Estoy sola, muy sola, entre mi cintura y mi vestido, sola entre mi voz entera, con una carga de ángeles menudos como esas caricias que se desploman solas en los dedos. Entre mi pelo, a la deriva, un remero azul, confundido, busca un niño de arena. Sosteniendo sus tribus de olores con un hilo pálido, contra un perfil de rosa, en el rincón más quieto de mis párpados trece peregrinos se agolpan.
II
Arqueándome ligeramente sobre mi corazón de piedra en flor para verlo, para calzarme sus arterias y mi voz en un momento dado en que alguien venga, y me llame... pero ahora que no me llame nadie, que no quepo en la voz de nadie, que no me llamen, porque estoy bajando al fondo de mi pequeñez, a la raíz complacida de mi sombra, porque ahora estoy bajando al agónico tacto de un minero, con su media flor al hombro, y una gran letra de te quiero al cinto.
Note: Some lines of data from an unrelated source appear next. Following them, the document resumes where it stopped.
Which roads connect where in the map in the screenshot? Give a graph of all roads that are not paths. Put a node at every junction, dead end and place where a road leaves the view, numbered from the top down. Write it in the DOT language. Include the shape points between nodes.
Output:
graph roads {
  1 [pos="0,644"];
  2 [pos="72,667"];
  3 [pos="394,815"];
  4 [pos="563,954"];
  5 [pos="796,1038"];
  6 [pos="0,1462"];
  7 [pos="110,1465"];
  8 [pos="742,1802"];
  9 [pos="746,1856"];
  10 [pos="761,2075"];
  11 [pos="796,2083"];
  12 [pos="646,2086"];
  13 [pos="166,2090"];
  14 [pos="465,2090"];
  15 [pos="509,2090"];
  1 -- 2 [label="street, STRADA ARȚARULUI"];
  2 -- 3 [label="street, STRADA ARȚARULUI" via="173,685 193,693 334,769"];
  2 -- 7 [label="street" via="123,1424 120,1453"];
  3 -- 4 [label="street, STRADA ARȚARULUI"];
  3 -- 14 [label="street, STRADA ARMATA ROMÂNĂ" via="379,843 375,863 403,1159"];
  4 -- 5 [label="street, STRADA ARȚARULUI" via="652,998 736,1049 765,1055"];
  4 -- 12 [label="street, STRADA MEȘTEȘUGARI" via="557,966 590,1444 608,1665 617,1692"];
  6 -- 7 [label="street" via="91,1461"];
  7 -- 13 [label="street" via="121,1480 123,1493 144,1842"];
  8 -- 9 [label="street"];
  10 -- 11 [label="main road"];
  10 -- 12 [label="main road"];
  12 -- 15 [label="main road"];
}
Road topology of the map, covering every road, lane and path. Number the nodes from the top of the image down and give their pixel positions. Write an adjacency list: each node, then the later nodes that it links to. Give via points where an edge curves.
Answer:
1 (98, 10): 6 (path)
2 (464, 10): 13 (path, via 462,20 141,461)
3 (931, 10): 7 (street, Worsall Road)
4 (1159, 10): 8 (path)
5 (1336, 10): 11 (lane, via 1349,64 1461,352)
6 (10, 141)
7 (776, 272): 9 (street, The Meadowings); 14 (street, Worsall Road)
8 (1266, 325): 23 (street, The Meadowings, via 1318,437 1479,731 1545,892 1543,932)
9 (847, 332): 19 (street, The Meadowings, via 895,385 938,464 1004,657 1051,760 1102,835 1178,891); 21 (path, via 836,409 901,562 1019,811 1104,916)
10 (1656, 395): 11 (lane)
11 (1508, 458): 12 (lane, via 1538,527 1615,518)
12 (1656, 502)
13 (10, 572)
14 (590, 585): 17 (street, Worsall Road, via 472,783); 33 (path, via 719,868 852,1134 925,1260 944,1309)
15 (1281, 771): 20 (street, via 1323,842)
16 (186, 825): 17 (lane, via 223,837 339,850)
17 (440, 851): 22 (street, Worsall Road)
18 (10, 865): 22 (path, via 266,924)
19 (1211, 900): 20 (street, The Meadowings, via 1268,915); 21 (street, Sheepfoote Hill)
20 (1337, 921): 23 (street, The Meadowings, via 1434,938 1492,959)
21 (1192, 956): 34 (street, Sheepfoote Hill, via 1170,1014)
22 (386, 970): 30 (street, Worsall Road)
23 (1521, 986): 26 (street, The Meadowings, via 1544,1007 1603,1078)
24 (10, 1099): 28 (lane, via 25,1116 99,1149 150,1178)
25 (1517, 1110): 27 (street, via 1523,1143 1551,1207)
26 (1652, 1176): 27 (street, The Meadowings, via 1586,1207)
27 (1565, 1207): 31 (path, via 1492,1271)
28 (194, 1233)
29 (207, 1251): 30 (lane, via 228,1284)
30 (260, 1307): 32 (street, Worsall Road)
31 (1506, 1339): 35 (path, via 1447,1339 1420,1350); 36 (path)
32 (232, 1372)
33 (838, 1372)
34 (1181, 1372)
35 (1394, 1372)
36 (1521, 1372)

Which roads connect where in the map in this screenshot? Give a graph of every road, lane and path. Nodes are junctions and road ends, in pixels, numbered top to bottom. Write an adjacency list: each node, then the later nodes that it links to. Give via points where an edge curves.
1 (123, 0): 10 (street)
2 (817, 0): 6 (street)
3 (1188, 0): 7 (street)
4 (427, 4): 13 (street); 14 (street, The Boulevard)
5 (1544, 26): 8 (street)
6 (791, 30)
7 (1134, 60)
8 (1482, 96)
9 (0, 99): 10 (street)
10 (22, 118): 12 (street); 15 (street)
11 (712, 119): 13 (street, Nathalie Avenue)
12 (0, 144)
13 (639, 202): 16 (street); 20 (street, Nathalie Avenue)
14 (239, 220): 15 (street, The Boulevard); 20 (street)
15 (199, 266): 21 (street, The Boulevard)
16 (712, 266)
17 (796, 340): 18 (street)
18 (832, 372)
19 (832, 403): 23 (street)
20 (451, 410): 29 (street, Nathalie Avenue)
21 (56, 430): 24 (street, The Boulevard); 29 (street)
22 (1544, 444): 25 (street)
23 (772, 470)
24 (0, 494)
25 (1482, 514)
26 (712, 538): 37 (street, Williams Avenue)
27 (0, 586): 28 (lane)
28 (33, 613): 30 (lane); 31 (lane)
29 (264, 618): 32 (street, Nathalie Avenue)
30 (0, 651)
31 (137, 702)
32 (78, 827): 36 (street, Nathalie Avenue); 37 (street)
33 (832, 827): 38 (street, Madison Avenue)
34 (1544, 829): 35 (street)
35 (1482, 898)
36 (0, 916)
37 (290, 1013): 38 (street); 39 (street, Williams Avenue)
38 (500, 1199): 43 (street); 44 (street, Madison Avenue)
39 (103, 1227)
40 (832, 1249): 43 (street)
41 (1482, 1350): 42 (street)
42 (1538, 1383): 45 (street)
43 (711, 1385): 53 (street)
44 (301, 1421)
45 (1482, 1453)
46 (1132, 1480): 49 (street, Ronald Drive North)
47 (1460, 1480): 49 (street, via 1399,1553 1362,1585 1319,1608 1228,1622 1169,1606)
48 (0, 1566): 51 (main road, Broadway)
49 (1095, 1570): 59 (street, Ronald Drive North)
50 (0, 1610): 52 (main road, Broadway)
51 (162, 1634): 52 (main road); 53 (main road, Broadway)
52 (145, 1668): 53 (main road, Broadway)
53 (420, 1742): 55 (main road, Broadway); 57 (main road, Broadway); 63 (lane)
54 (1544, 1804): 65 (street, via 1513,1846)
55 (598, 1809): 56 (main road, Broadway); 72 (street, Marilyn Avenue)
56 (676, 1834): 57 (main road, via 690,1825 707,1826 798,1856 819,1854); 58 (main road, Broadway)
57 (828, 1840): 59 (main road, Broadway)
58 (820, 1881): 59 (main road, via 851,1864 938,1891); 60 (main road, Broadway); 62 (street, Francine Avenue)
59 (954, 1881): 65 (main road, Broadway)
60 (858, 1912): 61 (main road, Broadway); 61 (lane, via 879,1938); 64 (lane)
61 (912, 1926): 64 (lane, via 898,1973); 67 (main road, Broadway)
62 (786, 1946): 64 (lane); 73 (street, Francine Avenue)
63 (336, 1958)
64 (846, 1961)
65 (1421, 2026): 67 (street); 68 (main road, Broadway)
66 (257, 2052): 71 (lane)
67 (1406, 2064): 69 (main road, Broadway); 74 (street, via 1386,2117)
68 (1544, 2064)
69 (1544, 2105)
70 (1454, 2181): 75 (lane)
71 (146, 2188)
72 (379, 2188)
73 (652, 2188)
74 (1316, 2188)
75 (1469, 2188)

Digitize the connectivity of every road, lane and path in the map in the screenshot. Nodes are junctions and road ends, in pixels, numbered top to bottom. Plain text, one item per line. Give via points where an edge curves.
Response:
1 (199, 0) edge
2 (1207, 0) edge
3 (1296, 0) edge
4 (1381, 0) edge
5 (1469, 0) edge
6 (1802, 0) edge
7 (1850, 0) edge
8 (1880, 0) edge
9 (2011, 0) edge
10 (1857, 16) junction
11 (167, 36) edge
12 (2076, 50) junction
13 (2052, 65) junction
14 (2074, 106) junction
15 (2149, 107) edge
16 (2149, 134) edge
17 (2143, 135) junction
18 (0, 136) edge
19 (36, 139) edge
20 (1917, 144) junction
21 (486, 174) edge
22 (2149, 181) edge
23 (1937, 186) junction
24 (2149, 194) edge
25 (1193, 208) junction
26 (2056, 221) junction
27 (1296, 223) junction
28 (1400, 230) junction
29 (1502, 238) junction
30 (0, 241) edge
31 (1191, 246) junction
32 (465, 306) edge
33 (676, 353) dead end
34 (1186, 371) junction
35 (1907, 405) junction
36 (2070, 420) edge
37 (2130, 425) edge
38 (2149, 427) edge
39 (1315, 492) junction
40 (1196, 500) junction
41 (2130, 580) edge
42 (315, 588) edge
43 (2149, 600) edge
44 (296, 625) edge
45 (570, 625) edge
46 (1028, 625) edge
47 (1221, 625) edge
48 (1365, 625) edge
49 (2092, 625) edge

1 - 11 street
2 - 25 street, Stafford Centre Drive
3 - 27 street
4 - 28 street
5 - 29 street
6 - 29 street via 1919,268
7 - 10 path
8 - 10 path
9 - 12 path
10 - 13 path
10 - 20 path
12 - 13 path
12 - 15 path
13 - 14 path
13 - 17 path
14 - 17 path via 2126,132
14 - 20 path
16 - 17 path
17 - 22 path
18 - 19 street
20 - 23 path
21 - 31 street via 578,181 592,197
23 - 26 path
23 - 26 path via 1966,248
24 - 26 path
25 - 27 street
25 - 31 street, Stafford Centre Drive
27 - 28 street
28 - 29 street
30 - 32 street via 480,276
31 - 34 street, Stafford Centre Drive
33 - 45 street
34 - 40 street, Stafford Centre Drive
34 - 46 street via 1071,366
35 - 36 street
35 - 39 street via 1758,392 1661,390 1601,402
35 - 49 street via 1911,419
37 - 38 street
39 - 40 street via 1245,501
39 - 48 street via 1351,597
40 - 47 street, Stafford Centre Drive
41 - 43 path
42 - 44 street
Y bajo más, a las inmediaciones del aire que aligerado espera las letras de su nombre para nacer perfecto y habitable. Bajo, desciendo mucho más, ¿quién me encontrará? Me calzo mis arterias (qué gran prisa tengo), me calzo mis arterias y mi voz, me pongo mi corazón de piedra en flor, para que en un momento dado alguien venga, y me llame, y no esté yo ligeramente arqueada sobre mi corazón, para verlo. y no tenga yo que irme y dejar mi gran voz, y mi alto corazón de piedra en flor.
El hombre nacido de mujer, corto de días y harto de sinsabores; que sale como una flor, y es cortado, y huye como la sombra, y no permanece. Job 14, 1 y 2.